====== DATASET RECORDS

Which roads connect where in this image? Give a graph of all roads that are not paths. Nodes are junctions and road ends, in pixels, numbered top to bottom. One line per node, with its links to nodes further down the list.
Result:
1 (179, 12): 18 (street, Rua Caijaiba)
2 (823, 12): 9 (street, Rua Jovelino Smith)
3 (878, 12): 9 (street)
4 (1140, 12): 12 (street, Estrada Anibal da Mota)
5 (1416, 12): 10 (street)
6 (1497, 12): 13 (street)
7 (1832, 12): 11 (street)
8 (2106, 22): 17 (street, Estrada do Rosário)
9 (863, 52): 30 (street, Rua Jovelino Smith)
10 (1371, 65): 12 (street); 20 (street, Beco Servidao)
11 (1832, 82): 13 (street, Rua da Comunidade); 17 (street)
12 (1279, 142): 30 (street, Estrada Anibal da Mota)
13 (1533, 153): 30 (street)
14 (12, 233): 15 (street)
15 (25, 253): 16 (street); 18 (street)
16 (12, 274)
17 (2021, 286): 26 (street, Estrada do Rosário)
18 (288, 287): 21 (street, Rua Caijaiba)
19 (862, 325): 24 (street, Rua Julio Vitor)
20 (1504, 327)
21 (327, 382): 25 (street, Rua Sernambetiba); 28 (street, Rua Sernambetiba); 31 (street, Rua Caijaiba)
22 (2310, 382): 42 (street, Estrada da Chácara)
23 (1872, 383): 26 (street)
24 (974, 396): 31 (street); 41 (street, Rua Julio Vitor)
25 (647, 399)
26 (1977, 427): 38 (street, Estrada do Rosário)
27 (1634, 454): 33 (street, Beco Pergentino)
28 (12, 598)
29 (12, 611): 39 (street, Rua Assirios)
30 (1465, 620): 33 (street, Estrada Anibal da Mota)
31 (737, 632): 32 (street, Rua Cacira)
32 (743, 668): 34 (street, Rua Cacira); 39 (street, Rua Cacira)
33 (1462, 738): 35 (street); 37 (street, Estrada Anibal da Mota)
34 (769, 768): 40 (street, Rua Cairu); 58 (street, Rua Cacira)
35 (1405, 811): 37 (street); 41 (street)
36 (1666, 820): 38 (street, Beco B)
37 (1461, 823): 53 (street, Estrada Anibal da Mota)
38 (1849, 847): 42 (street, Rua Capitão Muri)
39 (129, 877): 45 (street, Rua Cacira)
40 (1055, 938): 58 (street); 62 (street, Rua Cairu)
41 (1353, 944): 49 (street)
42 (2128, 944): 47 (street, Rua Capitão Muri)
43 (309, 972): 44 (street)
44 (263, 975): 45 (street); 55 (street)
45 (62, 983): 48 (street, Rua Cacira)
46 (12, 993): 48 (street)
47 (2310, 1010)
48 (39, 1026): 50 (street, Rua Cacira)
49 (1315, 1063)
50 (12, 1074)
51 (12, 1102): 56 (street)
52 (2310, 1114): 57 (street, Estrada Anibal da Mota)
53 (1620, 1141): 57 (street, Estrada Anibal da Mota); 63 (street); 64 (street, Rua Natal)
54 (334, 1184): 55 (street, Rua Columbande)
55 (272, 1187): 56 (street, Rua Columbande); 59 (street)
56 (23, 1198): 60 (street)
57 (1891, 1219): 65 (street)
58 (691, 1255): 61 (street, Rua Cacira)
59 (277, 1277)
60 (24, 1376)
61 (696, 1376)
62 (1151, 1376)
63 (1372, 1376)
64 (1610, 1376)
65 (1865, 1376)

============

(TASK TO COMPLETE) Output every record above a second time, exactly.

(EXPECTED OUTPUT)
Which roads connect where in this image? Give a graph of all roads that are not paths. Nodes are junctions and road ends, in pixels, numbered top to bottom. One line per node, with its links to nodes further down the list.
Result:
1 (179, 12): 18 (street, Rua Caijaiba)
2 (823, 12): 9 (street, Rua Jovelino Smith)
3 (878, 12): 9 (street)
4 (1140, 12): 12 (street, Estrada Anibal da Mota)
5 (1416, 12): 10 (street)
6 (1497, 12): 13 (street)
7 (1832, 12): 11 (street)
8 (2106, 22): 17 (street, Estrada do Rosário)
9 (863, 52): 30 (street, Rua Jovelino Smith)
10 (1371, 65): 12 (street); 20 (street, Beco Servidao)
11 (1832, 82): 13 (street, Rua da Comunidade); 17 (street)
12 (1279, 142): 30 (street, Estrada Anibal da Mota)
13 (1533, 153): 30 (street)
14 (12, 233): 15 (street)
15 (25, 253): 16 (street); 18 (street)
16 (12, 274)
17 (2021, 286): 26 (street, Estrada do Rosário)
18 (288, 287): 21 (street, Rua Caijaiba)
19 (862, 325): 24 (street, Rua Julio Vitor)
20 (1504, 327)
21 (327, 382): 25 (street, Rua Sernambetiba); 28 (street, Rua Sernambetiba); 31 (street, Rua Caijaiba)
22 (2310, 382): 42 (street, Estrada da Chácara)
23 (1872, 383): 26 (street)
24 (974, 396): 31 (street); 41 (street, Rua Julio Vitor)
25 (647, 399)
26 (1977, 427): 38 (street, Estrada do Rosário)
27 (1634, 454): 33 (street, Beco Pergentino)
28 (12, 598)
29 (12, 611): 39 (street, Rua Assirios)
30 (1465, 620): 33 (street, Estrada Anibal da Mota)
31 (737, 632): 32 (street, Rua Cacira)
32 (743, 668): 34 (street, Rua Cacira); 39 (street, Rua Cacira)
33 (1462, 738): 35 (street); 37 (street, Estrada Anibal da Mota)
34 (769, 768): 40 (street, Rua Cairu); 58 (street, Rua Cacira)
35 (1405, 811): 37 (street); 41 (street)
36 (1666, 820): 38 (street, Beco B)
37 (1461, 823): 53 (street, Estrada Anibal da Mota)
38 (1849, 847): 42 (street, Rua Capitão Muri)
39 (129, 877): 45 (street, Rua Cacira)
40 (1055, 938): 58 (street); 62 (street, Rua Cairu)
41 (1353, 944): 49 (street)
42 (2128, 944): 47 (street, Rua Capitão Muri)
43 (309, 972): 44 (street)
44 (263, 975): 45 (street); 55 (street)
45 (62, 983): 48 (street, Rua Cacira)
46 (12, 993): 48 (street)
47 (2310, 1010)
48 (39, 1026): 50 (street, Rua Cacira)
49 (1315, 1063)
50 (12, 1074)
51 (12, 1102): 56 (street)
52 (2310, 1114): 57 (street, Estrada Anibal da Mota)
53 (1620, 1141): 57 (street, Estrada Anibal da Mota); 63 (street); 64 (street, Rua Natal)
54 (334, 1184): 55 (street, Rua Columbande)
55 (272, 1187): 56 (street, Rua Columbande); 59 (street)
56 (23, 1198): 60 (street)
57 (1891, 1219): 65 (street)
58 (691, 1255): 61 (street, Rua Cacira)
59 (277, 1277)
60 (24, 1376)
61 (696, 1376)
62 (1151, 1376)
63 (1372, 1376)
64 (1610, 1376)
65 (1865, 1376)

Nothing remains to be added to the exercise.